After earning his undergraduate degree, Okafor was employed by a construction company in Nigeria but wanted to further his education with a graduate degree. He eventually became a Presidential Graduate Research Fellow at Auburn, where he soon felt right at home. “The first time I took a walk from my apartment to Toomer’s Corner, almost everyone I met had a cheerful smile for me. I wasn’t used to it, and at first didn’t know how to respond. I had only been to New York and New Jersey, where everything was hectic.”

A computer generated image of a wall analysis

After learning to smile back and settling into the graduate program, Okafor joined Dr. J. Brian Anderson’s research team studying MSE wall technology, a combination of soil and tensile reinforcement to efficiently achieve grade separation requirements, often used in retaining walls in highway infrastructure. The research is supported by the Alabama Department of Transportation, with contributing partners The Reinforced Earth Company and Vulcan Materials Company.
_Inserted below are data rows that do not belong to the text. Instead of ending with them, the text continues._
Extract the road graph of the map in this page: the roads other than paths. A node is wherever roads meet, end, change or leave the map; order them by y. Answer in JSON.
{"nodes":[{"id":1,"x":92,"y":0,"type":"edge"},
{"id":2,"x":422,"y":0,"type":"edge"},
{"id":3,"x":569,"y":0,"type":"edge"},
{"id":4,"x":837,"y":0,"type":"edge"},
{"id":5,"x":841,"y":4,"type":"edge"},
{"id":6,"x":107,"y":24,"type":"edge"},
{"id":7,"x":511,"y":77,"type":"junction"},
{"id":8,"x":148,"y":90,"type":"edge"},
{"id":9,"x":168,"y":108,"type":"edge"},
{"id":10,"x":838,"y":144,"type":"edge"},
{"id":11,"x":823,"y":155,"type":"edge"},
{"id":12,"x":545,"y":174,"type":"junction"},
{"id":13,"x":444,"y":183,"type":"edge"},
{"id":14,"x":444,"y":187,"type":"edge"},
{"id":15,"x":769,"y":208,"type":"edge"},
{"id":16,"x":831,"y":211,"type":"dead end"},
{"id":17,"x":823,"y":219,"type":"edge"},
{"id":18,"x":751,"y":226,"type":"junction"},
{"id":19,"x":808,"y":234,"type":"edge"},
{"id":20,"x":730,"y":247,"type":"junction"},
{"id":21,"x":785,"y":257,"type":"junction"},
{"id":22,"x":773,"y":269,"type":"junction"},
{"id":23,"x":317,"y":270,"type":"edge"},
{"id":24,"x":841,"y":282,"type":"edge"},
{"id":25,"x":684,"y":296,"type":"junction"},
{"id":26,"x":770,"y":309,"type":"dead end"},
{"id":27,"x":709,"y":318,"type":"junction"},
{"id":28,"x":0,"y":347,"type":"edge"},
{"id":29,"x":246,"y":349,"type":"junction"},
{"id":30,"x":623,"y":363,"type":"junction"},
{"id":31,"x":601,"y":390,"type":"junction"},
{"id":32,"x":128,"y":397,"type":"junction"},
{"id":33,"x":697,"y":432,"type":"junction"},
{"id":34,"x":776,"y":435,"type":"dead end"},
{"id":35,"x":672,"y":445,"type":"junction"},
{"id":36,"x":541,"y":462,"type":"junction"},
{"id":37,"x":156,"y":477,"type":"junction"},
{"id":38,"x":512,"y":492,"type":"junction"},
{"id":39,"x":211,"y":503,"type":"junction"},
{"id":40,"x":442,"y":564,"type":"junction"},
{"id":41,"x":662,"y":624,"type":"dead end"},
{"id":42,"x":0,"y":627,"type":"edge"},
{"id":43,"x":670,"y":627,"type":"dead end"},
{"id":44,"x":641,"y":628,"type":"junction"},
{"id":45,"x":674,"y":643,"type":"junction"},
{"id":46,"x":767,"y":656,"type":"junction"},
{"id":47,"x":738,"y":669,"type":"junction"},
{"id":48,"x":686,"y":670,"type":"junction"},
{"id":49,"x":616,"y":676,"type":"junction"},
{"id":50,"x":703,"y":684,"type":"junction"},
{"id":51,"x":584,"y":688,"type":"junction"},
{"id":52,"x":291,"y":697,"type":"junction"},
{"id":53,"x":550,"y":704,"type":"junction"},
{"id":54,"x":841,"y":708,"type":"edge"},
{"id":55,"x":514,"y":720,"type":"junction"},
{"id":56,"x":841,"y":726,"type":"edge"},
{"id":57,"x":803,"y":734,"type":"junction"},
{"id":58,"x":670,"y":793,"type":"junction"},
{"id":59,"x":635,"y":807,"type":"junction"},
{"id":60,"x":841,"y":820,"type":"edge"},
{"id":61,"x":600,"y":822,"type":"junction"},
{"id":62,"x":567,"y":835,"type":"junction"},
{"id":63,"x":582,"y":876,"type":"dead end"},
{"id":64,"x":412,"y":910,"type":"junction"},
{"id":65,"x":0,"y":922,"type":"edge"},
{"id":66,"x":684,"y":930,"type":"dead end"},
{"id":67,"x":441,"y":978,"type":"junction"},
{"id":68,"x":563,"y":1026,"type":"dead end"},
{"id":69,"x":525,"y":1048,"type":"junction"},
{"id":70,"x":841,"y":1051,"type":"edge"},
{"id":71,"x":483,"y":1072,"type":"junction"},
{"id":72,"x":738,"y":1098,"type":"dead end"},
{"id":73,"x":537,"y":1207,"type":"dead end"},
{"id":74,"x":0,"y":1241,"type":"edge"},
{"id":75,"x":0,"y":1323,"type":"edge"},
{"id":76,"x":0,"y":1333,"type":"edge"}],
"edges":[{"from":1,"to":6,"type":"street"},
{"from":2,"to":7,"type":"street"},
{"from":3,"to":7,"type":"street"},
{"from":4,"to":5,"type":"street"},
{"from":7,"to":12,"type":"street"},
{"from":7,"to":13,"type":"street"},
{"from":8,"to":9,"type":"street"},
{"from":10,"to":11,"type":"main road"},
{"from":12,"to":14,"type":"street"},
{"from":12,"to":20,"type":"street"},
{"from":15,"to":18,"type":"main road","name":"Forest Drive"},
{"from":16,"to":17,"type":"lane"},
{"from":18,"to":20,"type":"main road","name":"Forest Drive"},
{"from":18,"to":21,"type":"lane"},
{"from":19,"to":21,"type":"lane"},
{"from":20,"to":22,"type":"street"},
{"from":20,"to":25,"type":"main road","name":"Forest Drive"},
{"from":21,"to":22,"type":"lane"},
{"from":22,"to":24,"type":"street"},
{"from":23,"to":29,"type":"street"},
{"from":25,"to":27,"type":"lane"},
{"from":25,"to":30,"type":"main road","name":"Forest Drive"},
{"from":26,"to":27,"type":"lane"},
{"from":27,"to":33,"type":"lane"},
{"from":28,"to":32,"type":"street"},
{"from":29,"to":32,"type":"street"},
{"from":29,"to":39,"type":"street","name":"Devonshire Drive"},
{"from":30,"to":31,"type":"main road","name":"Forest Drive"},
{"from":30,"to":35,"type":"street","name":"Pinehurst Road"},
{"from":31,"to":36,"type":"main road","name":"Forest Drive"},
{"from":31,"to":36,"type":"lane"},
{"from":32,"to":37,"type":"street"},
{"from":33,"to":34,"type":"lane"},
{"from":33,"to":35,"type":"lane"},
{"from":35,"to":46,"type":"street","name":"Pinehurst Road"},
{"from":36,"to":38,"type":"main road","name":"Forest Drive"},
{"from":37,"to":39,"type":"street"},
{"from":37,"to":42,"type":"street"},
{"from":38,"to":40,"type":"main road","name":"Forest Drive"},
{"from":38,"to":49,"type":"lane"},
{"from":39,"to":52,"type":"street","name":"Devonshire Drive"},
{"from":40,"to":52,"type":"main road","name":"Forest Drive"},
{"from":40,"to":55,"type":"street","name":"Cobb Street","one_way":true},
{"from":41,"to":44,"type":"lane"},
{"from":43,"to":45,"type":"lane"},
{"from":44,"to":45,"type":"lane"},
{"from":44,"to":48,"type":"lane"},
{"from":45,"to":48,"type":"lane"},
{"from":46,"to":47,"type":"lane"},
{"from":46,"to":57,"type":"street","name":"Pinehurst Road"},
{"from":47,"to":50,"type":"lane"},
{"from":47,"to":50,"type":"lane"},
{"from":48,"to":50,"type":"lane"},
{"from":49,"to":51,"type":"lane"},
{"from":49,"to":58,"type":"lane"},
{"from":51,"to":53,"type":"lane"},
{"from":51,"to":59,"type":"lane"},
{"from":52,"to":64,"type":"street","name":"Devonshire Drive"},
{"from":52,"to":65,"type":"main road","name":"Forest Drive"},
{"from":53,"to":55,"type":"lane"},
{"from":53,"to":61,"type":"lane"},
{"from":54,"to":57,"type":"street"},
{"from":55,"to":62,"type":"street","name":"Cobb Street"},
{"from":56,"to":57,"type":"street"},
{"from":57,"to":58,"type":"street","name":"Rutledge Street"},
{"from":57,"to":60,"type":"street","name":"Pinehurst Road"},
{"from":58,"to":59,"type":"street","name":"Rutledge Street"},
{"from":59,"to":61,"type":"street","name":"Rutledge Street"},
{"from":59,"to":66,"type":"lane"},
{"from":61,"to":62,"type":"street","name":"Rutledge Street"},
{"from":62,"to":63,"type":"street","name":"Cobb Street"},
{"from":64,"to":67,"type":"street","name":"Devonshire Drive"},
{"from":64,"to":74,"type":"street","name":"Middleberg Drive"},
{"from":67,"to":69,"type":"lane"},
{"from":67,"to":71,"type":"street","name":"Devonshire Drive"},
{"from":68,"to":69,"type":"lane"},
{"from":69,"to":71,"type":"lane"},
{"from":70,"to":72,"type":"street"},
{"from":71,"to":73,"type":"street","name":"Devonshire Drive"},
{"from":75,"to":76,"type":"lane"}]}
Okafor says the experience he has gained at Auburn and as part of the research team has been invaluable for his future. “My research group has contributed to a wonderful experience. I went straight from the undergraduate level to the Ph.D. program, so I really did not have much experience with graduate school. But I wasn’t given any overwhelming tasks right away. I sort of grew into the group while learning the skills I needed to succeed.”

And following his graduation in spring 2024, his plan is to stay in the South. “I enjoy both teaching and research as well as field work and building things, and I have had the chance to collaborate with a couple of companies while in the program. My experience with them has been favorable, so hopefully there will be opportunities to do some interesting field and research-related work as well,” Okafor said.